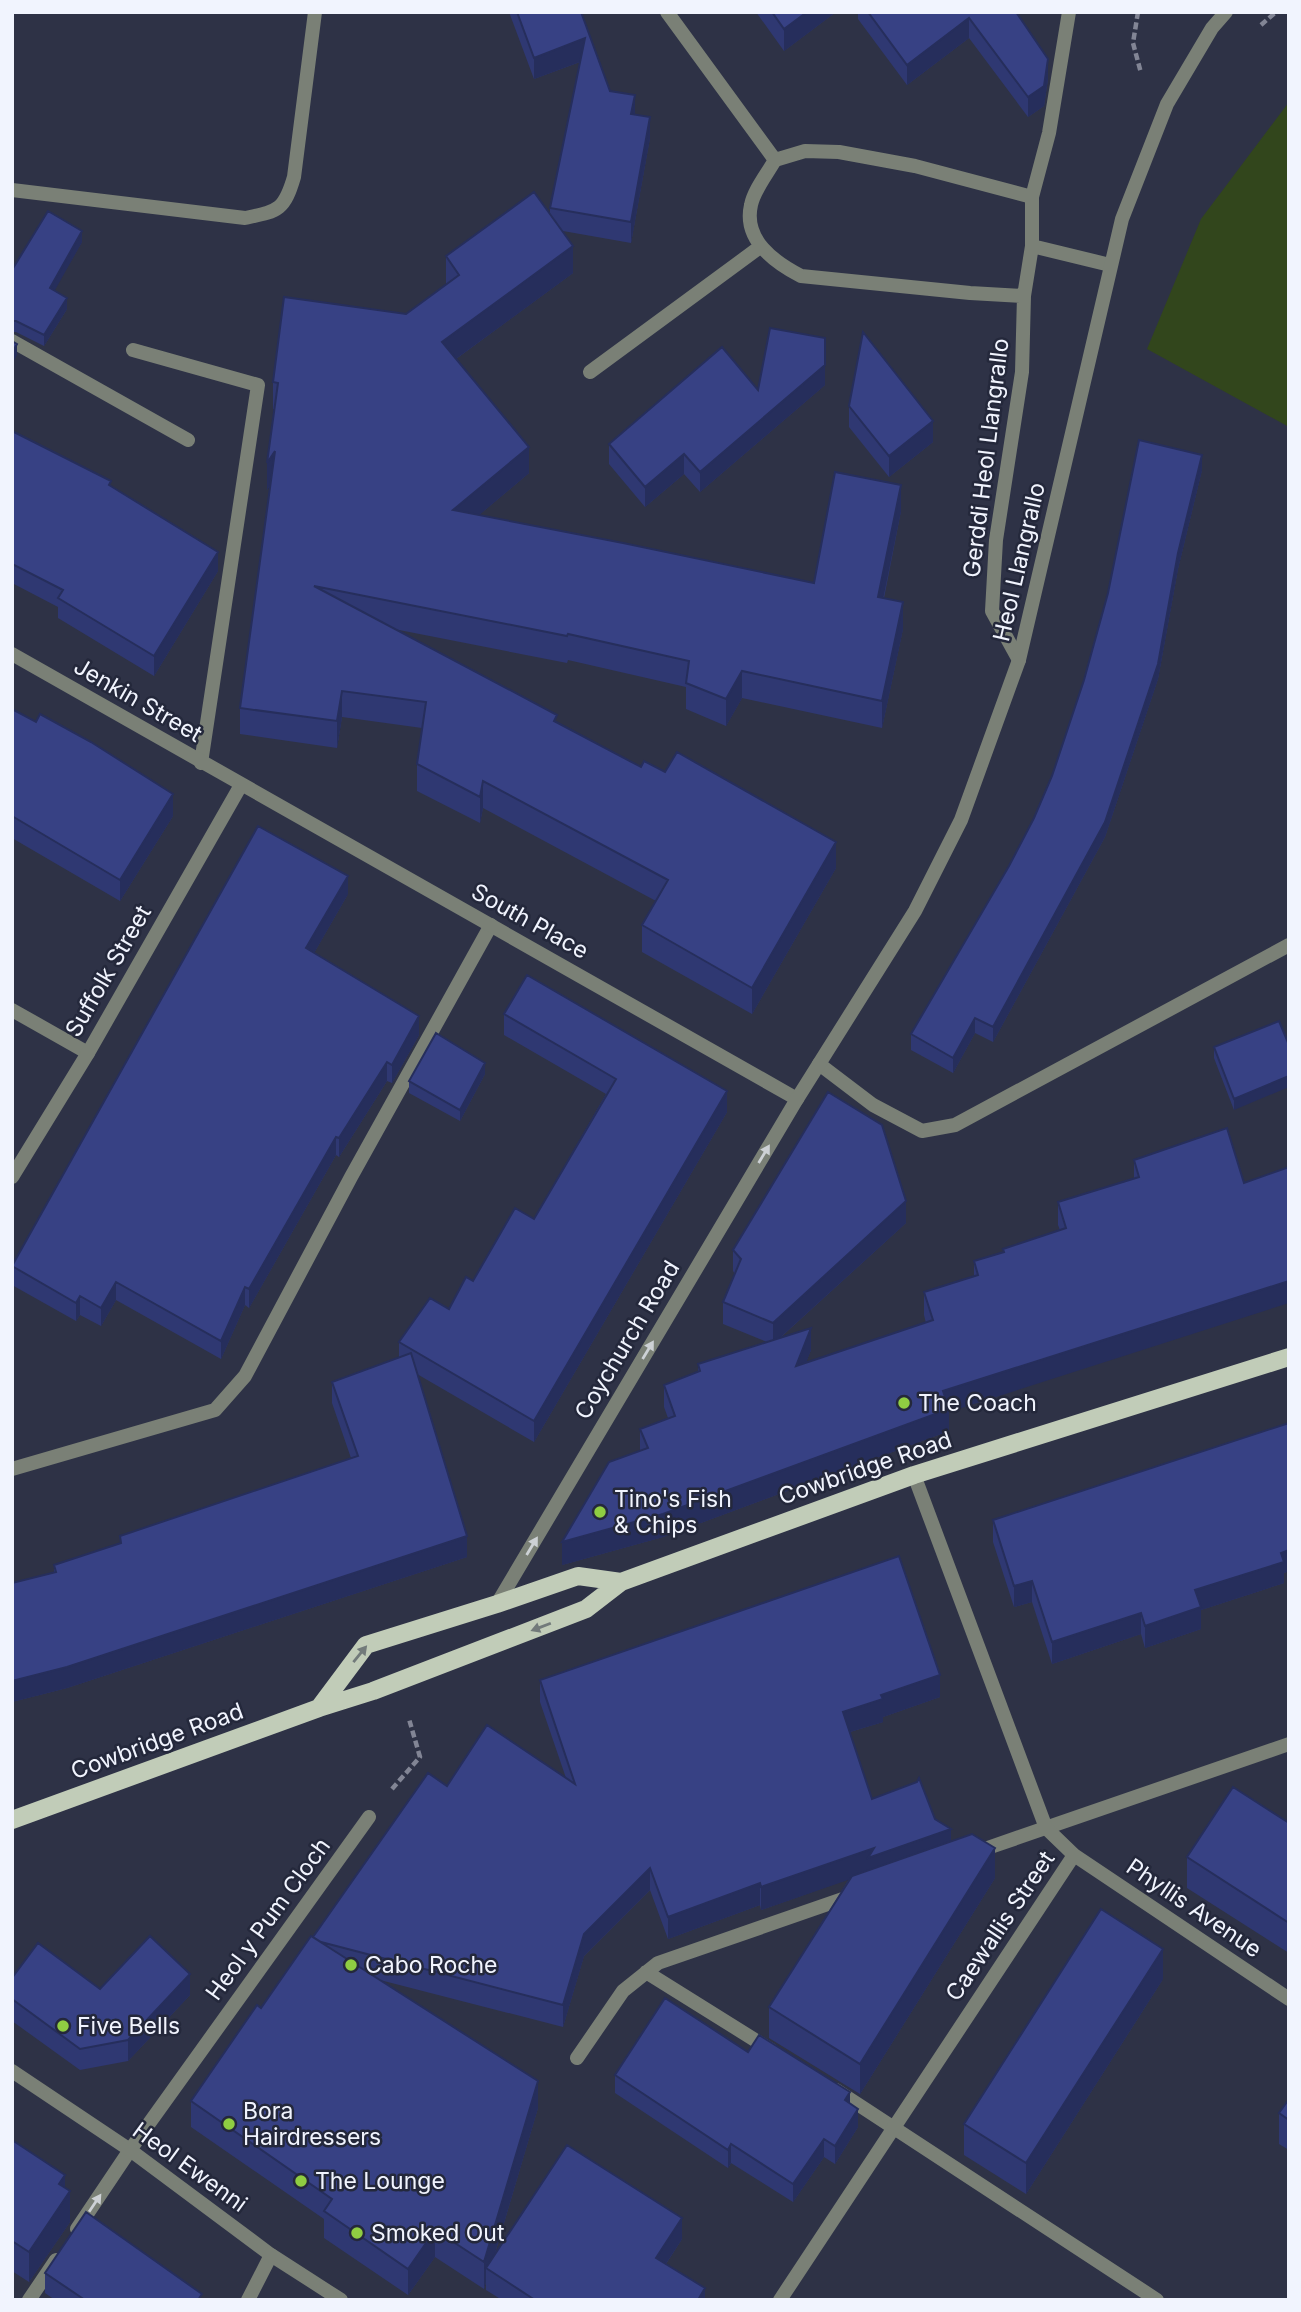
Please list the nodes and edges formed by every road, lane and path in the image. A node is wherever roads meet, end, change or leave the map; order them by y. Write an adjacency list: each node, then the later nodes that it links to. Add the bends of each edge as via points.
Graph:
1 (315, 12): 8 (street, via 294,177 288,197 275,211 245,218)
2 (667, 12): 7 (street)
3 (1069, 12): 9 (street, via 1049,133)
4 (1138, 12): 6 (path, via 1133,43 1143,80)
5 (1226, 12): 6 (street, Heol Llangrallo)
6 (1167, 104): 12 (street, Heol Llangrallo, via 1122,219)
7 (775, 160): 9 (street, via 805,151 839,152 915,166); 11 (street, via 751,203 750,222)
8 (12, 190)
9 (1032, 197): 10 (street, Gerddi Heol Llangrallo)
10 (1032, 246): 12 (street); 13 (street, Gerddi Heol Llangrallo)
11 (760, 247): 13 (street, via 777,264 801,276); 16 (street)
12 (1110, 265): 19 (street, Heol Llangrallo)
13 (1024, 296): 19 (street, Gerddi Heol Llangrallo, via 1022,372 996,540 992,611)
14 (12, 341): 17 (street)
15 (133, 350): 20 (street, via 258,385)
16 (590, 372)
17 (188, 440)
18 (12, 654): 20 (street, Jenkin Street)
19 (1019, 660): 26 (street, Heol Llangrallo, via 955,831 915,911)
20 (201, 763): 21 (street, Jenkin Street)
21 (241, 785): 22 (street, South Place); 25 (street, Suffolk Street)
22 (491, 925): 27 (street, South Place); 30 (street, via 245,1376 215,1410)
23 (1289, 945): 26 (street, via 955,1125 922,1131 873,1105)
24 (12, 1010): 25 (street)
25 (88, 1053): 28 (street, Suffolk Street)
26 (819, 1064): 27 (street, Heol Llangrallo)
27 (797, 1098): 33 (street, Coychurch Road, one-way to 27)
28 (12, 1177)
29 (1289, 1357): 31 (main road, Cowbridge Road)
30 (12, 1469)
31 (914, 1475): 32 (main road, Cowbridge Road); 38 (street, Caewallis Street)
32 (621, 1581): 33 (main road, Cowbridge Road, via 578,1576); 34 (main road, Cowbridge Road, one-way to 34, via 586,1609)
33 (497, 1604): 34 (main road, Cowbridge Road, one-way to 33, via 366,1645)
34 (318, 1708): 37 (main road, Cowbridge Road)
35 (1289, 1744): 38 (street)
36 (369, 1817): 49 (street, Heol y Pum Cloch)
37 (12, 1820)
38 (1046, 1828): 39 (street); 40 (street, Caewallis Street)
39 (968, 1855)
40 (1074, 1855): 43 (street, Phyllis Avenue); 48 (street, Caewallis Street)
41 (865, 1891): 42 (street, via 658,1963)
42 (646, 1972): 44 (street, via 623,1991); 45 (street)
43 (1289, 1999)
44 (577, 2058)
45 (788, 2060)
46 (12, 2071): 49 (street, Heol Ewenni)
47 (823, 2082): 48 (street)
48 (894, 2127): 54 (street, Caewallis Street); 55 (street)
49 (130, 2150): 50 (street, Heol Ewenni); 51 (street, Heol y Pum Cloch, one-way to 49)
50 (271, 2255): 52 (street); 53 (street, Heol Ewenni)
51 (29, 2300)
52 (248, 2300)
53 (341, 2300)
54 (780, 2300)
55 (1157, 2300)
+===+
• Instructions for the task: From the entries above, show each line that includes the string "South".

• Response to this exercise:
21 (241, 785): 22 (street, South Place); 25 (street, Suffolk Street)
22 (491, 925): 27 (street, South Place); 30 (street, via 245,1376 215,1410)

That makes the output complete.